可没想到宽子听他媳妇儿这么一说,也有意无意地朝这边多看了两眼,又看了看向成斌,努力回想什么似的说:你这么一说,是有的像那个
春潮以前来过这边?向成斌把火烧朝解春潮推了推,笑着把宽子的话打断了。
解春潮耸耸肩:至少长大以后没来过这边了,小时候的事儿哪还记得。
宽子是买卖人,一下就听出来向成斌不愿意提旧事,就把话题滑过去了:有点像现在电视上老播的那个电视剧的主角儿嘛!好看的人长得多多少少都有些像。
女主人还在皱眉苦想解春潮长得像谁,宽子就拿胳膊肘拐了她一下:给向哥他们拿点咸菜辣子呀。
解春潮也就没把这事儿往心里去,他现在比较苦恼的是手里的火烧,他实在吃不下多少,又不好意思不吃。
向成斌很快看出来他的为难,看了看他手里的半个火烧,很体贴地说:不合口味就别吃了,等会儿我再带你去吃别的。
解春潮挺内疚的,就把实话说了:不是不合口味,早上吃得比较多,现在还不算饿。
向成斌正打算说话,就听见店外面传来轻轻的引擎声,一听就是好车。
方明执穿着一身黑色正装,看着像是刚从办公室出来。他永远挺拔贵气,纤尘不染,与四周颇有些简陋的环境格格不入。
他没看向成斌,朝解春潮走过来,声音低低的,没什么侵略性:我去书吧找你了,你没在。
解春潮的脸冷着,自从昨天他跟方明执彻底摊了牌,他连表面上的和平都懒得维持了,他双手环胸看着方明执:找我干什么呢?
方明执摸了摸手表上的搭扣,有些不自在地看了看向成斌,又对解春潮说:我中午正好有时间,想和你一起吃午餐。

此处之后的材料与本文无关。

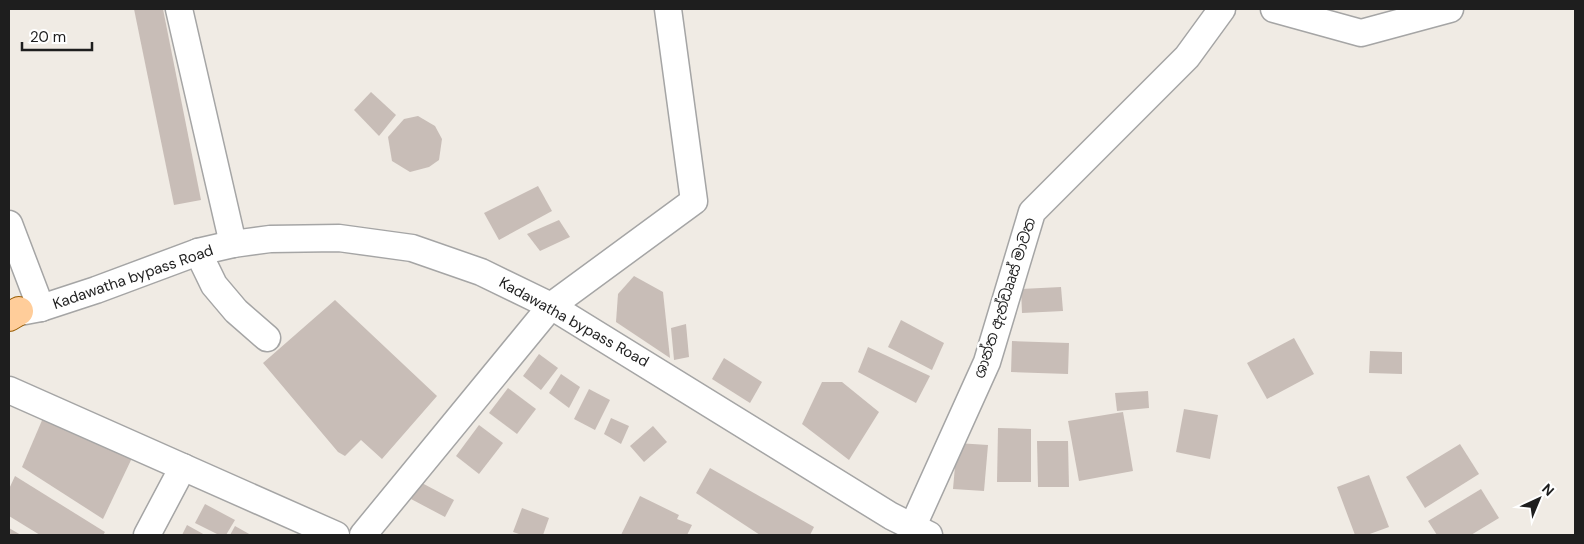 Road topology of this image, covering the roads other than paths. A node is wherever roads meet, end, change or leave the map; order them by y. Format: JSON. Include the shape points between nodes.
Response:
{"nodes":[{"id":1,"x":179,"y":9,"type":"edge"},
{"id":2,"x":668,"y":9,"type":"edge"},
{"id":3,"x":1222,"y":9,"type":"edge"},
{"id":4,"x":1274,"y":9,"type":"edge"},
{"id":5,"x":1450,"y":9,"type":"edge"},
{"id":6,"x":9,"y":224,"type":"edge"},
{"id":7,"x":233,"y":244,"type":"junction"},
{"id":8,"x":198,"y":252,"type":"junction"},
{"id":9,"x":551,"y":306,"type":"junction"},
{"id":10,"x":17,"y":312,"type":"edge"},
{"id":11,"x":268,"y":338,"type":"dead end"},
{"id":12,"x":9,"y":390,"type":"edge"},
{"id":13,"x":183,"y":467,"type":"junction"},
{"id":14,"x":918,"y":533,"type":"edge"},
{"id":15,"x":148,"y":535,"type":"edge"},
{"id":16,"x":336,"y":535,"type":"edge"},
{"id":17,"x":363,"y":535,"type":"edge"}],
"edges":[{"from":1,"to":7,"type":"street"},
{"from":2,"to":9,"type":"street","via":[[694,202]]},
{"from":3,"to":14,"type":"street","name":"ශාන්ත ඇන්ඩෘෘස් මාවත","via":[[1187,57],[1032,212],[987,362]]},
{"from":4,"to":5,"type":"street","via":[[1361,33]]},
{"from":6,"to":10,"type":"street"},
{"from":7,"to":8,"type":"street","name":"Kadawatha bypass Road"},
{"from":7,"to":9,"type":"street","name":"Kadawatha bypass Road","via":[[270,239],[339,238],[412,248],[481,272]]},
{"from":8,"to":10,"type":"street","name":"Kadawatha bypass Road","via":[[96,290]]},
{"from":8,"to":11,"type":"street","via":[[214,285],[236,311]]},
{"from":9,"to":14,"type":"street","name":"Kadawatha bypass Road"},
{"from":9,"to":17,"type":"street"},
{"from":12,"to":13,"type":"street"},
{"from":13,"to":15,"type":"street"},
{"from":13,"to":16,"type":"street"}]}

解春潮看了一眼桌子上的饭,又看回方明执:如你所见,我吃过了。
方明执看着他剩下的半个火烧,像是克制着什么,又说:你的胃不好,少吃些难消化的。
解春潮沉默了几秒,再开口时声音里没什么情绪:我跟你说过,别让你的人跟着我,是不是?
方明执解释道:那些人我撤掉了,只是我不知道你去哪了,就查了下车流记录。
解春潮不意外,方明执神通广大,就算自己钻进地缝里都能被他挖出来,这也就是为什么他重生之初没有直接跑掉的原因。
那你现在知道我在这儿,和朋友吃饭,是不是可以请你离开了呢?解春潮捧起碗,抿了一口粥。其实他一点也不饿,他甚至有些想吐,但是他希望方明执能意识到自己的多余,然后赶紧离开。
方明执的脸色阴沉下来了,把碗从他手里拿下来,放回了桌子上,碗底和桌子相碰,发出清脆的咔哒声。
向成斌修长的手指搭在桌子上轻轻敲了敲:方公子,春潮请我吃饭,您一直在这儿妨碍,是不是不太合适?
解春潮本来这顿饭就吃得勉强,现在这么一闹,就隐隐有些不舒服,脸色也不怎么好看了。
方明执就像是没听见向成斌说话,拿出三张红票搁在了桌子上。紧接着他打量了一下解春潮的脸色,皱着眉头一弯腰把他从椅子上捞了起来,转身就朝外走。
解春潮本来就是撑出一副强硬样子,现在被猛地抱起来,头还有点晕,手就不由自主地抓住了方明执的肩。等反应过来才想起来要推他:你干什么呢?
方明执抱着人,怕他难受得更厉害,尽可能地不晃动他,一边朝外走一边说:我把你送回去就走,不多打扰你。
向成斌也跟上来,一只手拉住方明执的胳膊,语气罕见的带着怒火:方明执,他不愿意跟你走。
方明执垂眸看了一眼向成斌搭在他胳膊上的手,冷冰冰地甩下一句:我家里的事,轮不到你管。说完就自顾自地走了。
一句话,向成斌就在原地站住了,一双手也缓缓握成了拳。
放我下来。解春潮难受得有些厉害了,有气无力地推方明执。
方明执没说话,很快走到车边。
副驾驶的座位上放着一条全新的小绒毯,方明执先小心把人抱进去,又把靠背向后调了,用毯子盖住了解春潮的腰和腿。
车里开着暖气,方明执不时偏头看着解春潮的脸色,看他的嘴唇慢慢泛出粉红色,又问:冷不冷?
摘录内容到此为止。